The market’s recovery this morning above our 1.2372 short-term risk parameter discussed in 28-Feb’s Technical Blog clearly identifies 01-Mar’s 1.2166 low as the END of the decline from 16-Feb’s 1.2580 high. But given the prospect that this 1.2166 low also ended a broader 3-wave and thus corrective structure from 25-Jan’s 1.2577 high we’ll elaborate on below, we believe the market is poised to resume the secular uptrend to new highs above 1.2580.

From a shorter-term perspective today’s continued rally leaves yesterday’s 1.2279 low in its wake as the latest smaller-degree corrective low this market is now minimally required to fail below to threaten a more immediate bullish count. Per such this 1.2279 low is considered our new short-term risk parameter from which non-bearish decisions like short-covers and resumed bullish punts can be objectively based and managed.
Only a glance at the weekly log active-continuation chart below is needed to see that the 15-month uptrend remains as the dominant technical factor. Against this bullish backdrop the sell-off attempt from 25-Jan’s 1.2577 high is easily seen as a 3-wave and thus corrective affair as labeled in the daily log chart above. This relapse stopped a mere 20 pips from the (1.2185) 38.2% retrace of Nov-Jan’s 1.1578 – 1.2577-portion of the secular bull and above huge former 1.2100-area resistance-turned-support. If correct, this count calls for a resumption of the 15-month bull to at least one more (5th-Wave) round of new highs above 1.2580 and in a trendy, impulsive manner straight away.

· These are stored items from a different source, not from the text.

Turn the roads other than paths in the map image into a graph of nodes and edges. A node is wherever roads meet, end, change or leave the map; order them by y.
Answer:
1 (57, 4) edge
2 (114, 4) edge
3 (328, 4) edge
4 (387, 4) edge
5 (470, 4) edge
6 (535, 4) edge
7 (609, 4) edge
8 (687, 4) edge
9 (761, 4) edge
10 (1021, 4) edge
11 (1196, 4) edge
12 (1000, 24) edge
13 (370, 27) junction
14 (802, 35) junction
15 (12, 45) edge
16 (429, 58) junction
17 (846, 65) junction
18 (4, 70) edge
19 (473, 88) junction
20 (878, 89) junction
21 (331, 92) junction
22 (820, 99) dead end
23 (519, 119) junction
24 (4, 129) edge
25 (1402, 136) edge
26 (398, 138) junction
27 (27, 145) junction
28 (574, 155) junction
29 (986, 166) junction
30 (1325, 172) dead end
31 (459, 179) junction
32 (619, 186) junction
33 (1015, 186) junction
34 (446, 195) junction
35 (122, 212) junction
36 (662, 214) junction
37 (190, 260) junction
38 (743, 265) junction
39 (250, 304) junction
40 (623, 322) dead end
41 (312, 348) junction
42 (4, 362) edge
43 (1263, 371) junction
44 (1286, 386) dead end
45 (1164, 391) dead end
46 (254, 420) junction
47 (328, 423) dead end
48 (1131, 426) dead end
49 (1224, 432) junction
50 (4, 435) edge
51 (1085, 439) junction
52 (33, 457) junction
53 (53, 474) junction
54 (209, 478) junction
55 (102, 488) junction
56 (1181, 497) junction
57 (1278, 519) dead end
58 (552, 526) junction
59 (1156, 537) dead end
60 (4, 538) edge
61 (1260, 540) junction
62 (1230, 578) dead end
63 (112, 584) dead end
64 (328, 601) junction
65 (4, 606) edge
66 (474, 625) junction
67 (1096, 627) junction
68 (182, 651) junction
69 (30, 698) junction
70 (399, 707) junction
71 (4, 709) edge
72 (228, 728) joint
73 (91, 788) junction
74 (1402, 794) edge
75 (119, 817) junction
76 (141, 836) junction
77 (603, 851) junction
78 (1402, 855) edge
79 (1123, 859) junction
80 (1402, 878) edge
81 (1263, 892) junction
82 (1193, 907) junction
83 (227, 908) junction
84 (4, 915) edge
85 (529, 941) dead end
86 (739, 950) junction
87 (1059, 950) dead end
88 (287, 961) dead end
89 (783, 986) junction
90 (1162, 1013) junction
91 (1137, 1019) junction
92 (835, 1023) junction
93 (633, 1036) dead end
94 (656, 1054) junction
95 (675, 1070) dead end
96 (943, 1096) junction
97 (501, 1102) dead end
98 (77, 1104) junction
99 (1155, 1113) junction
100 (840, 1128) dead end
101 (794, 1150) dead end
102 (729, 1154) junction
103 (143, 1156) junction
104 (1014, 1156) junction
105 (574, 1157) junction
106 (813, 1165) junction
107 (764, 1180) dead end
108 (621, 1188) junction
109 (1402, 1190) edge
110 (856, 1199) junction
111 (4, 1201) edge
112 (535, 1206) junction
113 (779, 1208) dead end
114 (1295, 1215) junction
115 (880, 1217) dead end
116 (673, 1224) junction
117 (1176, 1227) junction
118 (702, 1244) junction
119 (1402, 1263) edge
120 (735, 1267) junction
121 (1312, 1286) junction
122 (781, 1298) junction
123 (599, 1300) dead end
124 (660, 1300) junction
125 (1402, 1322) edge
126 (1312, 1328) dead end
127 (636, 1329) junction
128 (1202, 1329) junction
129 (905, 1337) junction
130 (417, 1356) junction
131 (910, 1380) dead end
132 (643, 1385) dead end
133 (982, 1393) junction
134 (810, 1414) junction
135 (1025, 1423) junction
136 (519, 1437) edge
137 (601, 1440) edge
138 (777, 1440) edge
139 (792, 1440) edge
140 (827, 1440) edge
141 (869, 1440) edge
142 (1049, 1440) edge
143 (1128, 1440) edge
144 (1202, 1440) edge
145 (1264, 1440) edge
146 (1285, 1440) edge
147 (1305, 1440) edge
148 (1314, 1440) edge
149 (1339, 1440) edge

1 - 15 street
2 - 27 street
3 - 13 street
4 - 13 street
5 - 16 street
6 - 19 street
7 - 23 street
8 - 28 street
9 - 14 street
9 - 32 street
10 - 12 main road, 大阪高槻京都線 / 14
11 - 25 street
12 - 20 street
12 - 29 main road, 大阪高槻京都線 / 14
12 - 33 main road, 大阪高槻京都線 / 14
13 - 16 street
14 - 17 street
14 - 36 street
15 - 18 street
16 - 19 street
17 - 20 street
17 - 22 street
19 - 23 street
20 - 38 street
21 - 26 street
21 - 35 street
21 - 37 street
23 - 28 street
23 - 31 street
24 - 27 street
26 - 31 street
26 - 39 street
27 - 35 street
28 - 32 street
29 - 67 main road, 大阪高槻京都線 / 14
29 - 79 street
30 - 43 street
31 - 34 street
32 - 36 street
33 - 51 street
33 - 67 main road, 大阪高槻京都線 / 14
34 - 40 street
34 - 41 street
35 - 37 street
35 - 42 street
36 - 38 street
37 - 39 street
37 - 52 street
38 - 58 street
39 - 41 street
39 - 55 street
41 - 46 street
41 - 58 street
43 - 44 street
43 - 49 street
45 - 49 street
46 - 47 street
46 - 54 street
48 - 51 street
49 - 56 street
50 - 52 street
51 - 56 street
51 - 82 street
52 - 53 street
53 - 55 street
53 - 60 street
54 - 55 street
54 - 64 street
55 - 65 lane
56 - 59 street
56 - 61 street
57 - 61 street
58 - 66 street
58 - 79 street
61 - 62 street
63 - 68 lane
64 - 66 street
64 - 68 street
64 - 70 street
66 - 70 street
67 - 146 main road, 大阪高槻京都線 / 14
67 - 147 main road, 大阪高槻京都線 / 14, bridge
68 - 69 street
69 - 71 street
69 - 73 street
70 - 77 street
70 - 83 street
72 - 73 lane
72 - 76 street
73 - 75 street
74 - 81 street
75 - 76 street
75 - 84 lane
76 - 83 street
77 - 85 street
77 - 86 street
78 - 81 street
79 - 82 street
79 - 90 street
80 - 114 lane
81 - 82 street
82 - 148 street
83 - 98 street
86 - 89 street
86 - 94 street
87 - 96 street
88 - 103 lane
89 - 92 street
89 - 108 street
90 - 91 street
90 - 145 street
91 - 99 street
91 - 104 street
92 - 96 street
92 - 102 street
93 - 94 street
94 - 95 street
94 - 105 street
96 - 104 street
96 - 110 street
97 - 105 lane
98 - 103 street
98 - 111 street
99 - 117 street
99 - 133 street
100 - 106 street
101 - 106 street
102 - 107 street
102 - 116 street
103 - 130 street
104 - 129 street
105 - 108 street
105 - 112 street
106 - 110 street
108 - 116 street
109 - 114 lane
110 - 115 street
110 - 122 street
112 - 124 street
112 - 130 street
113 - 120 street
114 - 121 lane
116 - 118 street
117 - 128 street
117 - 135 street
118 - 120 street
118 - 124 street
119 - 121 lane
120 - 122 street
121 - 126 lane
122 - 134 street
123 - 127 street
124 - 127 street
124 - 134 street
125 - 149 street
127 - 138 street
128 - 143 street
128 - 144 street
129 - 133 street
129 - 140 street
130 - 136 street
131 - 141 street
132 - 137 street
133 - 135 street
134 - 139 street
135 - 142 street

In sum, traders are advised to return to a bullish policy ahead of further and possibly accelerated gains straight away. Setback attempts to former 1.2370-area resistance-turned-support are advised to approached as corrective buying opportunities with minimum weakness below 1.2279 required to defer or threaten this call enough to warrant defensive measures.


While the market hasn’t yet recouped our short-term risk parameter defined by 26-Feb’s 1.4082 corrective high detailed in the 240-min chart below, the developing recovery the past few days, the market’s failure to sustain recent losses below 1.3868-area support-turned-resistance and the bullish developments discussed above in the Euro are enough to conclude 01-Mar’s 1.3719 low as one of developing importance and a tight but objective risk parameter from which non-bearish decisions like short-covers and cautious bullish punts can now be objectively based and managed.
From a long-term perspective the technical setup in the sterling is virtually identical to that detailed above in the Euro. The long-term trend remains arguably up with the Jan/Feb’s sell-off attempt stalling pretty much exactly around key former resistance from Sep’17’s 1.3695-area that, since broken in early-Jan, is considered a key new support candidate.

These issues considered, traders are advised to move to a cautious bullish policy from current 1.3910-area prices ahead of further and possibly sharp, trendy gains to eventual new highs above 1.4370. A failure below 1.3719 is required to negate this call and resurrect a broader peak/reversal-threat environment.